§ What the task asks:
Among the lines below, a stretch begins at the one with "Task: Summarize the" and ends at the one with "I am building a map index. Read the". Repeat that stretch exactly, ends included.

-- Recorded information follows --

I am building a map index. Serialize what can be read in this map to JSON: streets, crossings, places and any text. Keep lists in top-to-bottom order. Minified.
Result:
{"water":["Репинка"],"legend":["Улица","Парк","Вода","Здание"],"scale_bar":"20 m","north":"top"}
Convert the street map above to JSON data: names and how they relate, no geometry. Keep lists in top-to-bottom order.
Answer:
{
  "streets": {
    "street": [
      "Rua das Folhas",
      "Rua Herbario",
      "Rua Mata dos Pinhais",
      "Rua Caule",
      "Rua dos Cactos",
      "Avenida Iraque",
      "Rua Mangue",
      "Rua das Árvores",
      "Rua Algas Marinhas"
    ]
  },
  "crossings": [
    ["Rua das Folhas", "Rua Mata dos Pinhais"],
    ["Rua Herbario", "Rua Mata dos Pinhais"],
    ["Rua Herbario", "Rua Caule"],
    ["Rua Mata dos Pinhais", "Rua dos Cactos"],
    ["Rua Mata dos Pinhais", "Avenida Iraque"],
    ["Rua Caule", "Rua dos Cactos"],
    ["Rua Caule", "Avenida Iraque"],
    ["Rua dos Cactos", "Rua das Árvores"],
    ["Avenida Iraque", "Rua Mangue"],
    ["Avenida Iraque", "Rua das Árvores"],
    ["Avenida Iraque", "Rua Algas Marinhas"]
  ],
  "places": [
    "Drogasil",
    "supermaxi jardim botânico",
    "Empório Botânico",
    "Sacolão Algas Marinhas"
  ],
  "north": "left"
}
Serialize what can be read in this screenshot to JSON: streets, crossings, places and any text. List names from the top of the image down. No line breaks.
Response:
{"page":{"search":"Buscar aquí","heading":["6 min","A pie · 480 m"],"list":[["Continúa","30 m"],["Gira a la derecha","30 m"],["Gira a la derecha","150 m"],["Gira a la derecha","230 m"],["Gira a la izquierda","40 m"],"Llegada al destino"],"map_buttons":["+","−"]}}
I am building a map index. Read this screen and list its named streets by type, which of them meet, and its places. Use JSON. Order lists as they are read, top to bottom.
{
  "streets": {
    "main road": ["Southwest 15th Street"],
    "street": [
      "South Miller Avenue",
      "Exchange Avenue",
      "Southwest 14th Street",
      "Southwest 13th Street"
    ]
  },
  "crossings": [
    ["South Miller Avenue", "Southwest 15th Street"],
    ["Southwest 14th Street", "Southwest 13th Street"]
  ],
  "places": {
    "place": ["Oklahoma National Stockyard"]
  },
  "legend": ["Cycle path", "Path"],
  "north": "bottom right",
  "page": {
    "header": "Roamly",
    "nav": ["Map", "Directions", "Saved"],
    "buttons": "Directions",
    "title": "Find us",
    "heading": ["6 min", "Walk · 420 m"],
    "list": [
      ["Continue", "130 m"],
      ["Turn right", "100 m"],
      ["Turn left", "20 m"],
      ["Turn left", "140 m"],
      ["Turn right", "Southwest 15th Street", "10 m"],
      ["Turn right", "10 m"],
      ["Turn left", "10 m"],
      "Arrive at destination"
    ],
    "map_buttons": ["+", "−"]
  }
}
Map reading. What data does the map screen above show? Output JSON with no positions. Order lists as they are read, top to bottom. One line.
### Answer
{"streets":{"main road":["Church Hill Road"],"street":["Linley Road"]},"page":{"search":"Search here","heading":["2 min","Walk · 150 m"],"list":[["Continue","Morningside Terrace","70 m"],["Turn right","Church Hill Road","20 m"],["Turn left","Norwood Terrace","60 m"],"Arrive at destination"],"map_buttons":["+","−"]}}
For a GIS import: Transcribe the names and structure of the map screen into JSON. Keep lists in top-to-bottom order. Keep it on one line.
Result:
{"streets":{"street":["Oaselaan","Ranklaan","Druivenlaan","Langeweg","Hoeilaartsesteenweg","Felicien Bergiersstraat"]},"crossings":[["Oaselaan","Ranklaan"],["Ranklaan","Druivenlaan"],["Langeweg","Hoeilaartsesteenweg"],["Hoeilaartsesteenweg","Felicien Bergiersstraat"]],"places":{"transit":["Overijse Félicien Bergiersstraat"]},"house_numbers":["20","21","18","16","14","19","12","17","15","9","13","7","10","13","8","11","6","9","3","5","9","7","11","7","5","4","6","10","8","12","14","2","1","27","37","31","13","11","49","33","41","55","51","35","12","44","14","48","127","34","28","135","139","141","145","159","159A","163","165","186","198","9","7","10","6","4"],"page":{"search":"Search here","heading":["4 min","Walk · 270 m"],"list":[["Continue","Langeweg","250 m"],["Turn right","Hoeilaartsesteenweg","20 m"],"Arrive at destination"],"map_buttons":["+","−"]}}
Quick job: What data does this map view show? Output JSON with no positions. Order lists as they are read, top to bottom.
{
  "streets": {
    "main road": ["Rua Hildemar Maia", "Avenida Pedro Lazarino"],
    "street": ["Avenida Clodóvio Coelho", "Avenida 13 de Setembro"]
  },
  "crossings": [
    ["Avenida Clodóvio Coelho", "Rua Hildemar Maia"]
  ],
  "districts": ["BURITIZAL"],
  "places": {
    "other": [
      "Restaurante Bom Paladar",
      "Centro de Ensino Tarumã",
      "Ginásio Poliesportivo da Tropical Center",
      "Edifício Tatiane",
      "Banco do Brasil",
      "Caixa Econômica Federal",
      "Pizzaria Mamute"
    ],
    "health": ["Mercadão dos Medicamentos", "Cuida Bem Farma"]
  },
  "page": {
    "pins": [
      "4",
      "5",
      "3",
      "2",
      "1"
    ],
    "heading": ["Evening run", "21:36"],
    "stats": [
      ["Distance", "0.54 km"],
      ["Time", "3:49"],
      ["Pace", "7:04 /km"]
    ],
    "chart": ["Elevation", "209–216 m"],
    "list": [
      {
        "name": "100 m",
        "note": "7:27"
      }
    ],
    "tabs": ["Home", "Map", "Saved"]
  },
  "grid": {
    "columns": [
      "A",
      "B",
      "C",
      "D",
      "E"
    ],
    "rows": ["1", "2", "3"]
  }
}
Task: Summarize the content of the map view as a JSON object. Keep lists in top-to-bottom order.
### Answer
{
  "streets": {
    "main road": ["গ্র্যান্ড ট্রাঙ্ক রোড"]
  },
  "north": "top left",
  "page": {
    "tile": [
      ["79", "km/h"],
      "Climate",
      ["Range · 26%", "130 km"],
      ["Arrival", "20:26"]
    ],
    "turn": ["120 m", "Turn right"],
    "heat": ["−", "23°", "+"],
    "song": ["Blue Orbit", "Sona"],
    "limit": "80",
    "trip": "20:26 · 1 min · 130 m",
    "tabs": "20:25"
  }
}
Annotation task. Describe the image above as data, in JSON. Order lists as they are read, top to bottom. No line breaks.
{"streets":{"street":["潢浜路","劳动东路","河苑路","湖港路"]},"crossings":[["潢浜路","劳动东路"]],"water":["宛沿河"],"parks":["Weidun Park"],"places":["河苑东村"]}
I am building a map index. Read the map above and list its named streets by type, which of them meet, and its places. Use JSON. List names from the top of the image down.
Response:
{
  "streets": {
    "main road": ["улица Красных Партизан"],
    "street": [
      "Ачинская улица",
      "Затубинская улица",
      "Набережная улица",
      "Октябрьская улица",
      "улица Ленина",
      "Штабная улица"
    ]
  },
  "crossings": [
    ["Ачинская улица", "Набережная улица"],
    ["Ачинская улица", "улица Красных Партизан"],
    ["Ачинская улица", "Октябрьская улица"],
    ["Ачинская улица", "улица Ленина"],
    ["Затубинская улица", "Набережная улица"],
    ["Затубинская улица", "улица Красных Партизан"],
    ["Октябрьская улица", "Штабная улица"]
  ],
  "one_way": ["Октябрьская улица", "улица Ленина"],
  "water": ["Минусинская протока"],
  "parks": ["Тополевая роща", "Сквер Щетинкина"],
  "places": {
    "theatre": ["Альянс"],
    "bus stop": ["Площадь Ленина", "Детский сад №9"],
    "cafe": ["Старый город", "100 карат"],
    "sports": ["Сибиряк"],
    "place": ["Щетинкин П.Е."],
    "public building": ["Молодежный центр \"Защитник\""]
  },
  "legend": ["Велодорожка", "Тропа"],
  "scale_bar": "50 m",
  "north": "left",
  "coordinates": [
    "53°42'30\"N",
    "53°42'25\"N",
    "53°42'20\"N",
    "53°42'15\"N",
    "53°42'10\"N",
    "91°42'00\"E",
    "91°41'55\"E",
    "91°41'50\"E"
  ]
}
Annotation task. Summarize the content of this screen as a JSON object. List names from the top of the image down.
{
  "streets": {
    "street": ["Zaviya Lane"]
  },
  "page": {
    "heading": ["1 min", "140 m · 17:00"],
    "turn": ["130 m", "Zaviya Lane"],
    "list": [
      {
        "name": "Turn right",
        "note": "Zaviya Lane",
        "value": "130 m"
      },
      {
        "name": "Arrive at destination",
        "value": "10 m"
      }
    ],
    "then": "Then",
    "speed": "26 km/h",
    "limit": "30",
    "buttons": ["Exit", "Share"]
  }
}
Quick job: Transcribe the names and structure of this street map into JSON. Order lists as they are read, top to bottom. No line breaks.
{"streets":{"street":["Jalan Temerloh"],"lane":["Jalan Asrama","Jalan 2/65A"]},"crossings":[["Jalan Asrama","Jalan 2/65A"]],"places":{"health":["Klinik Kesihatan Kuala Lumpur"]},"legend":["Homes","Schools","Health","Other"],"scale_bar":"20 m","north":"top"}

-- Recorded information concluded --

§ Result of this exercise:
Task: Summarize the content of the map view as a JSON object. Keep lists in top-to-bottom order.
### Answer
{
  "streets": {
    "main road": ["গ্র্যান্ড ট্রাঙ্ক রোড"]
  },
  "north": "top left",
  "page": {
    "tile": [
      ["79", "km/h"],
      "Climate",
      ["Range · 26%", "130 km"],
      ["Arrival", "20:26"]
    ],
    "turn": ["120 m", "Turn right"],
    "heat": ["−", "23°", "+"],
    "song": ["Blue Orbit", "Sona"],
    "limit": "80",
    "trip": "20:26 · 1 min · 130 m",
    "tabs": "20:25"
  }
}
Annotation task. Describe the image above as data, in JSON. Order lists as they are read, top to bottom. No line breaks.
{"streets":{"street":["潢浜路","劳动东路","河苑路","湖港路"]},"crossings":[["潢浜路","劳动东路"]],"water":["宛沿河"],"parks":["Weidun Park"],"places":["河苑东村"]}
I am building a map index. Read the map above and list its named streets by type, which of them meet, and its places. Use JSON. List names from the top of the image down.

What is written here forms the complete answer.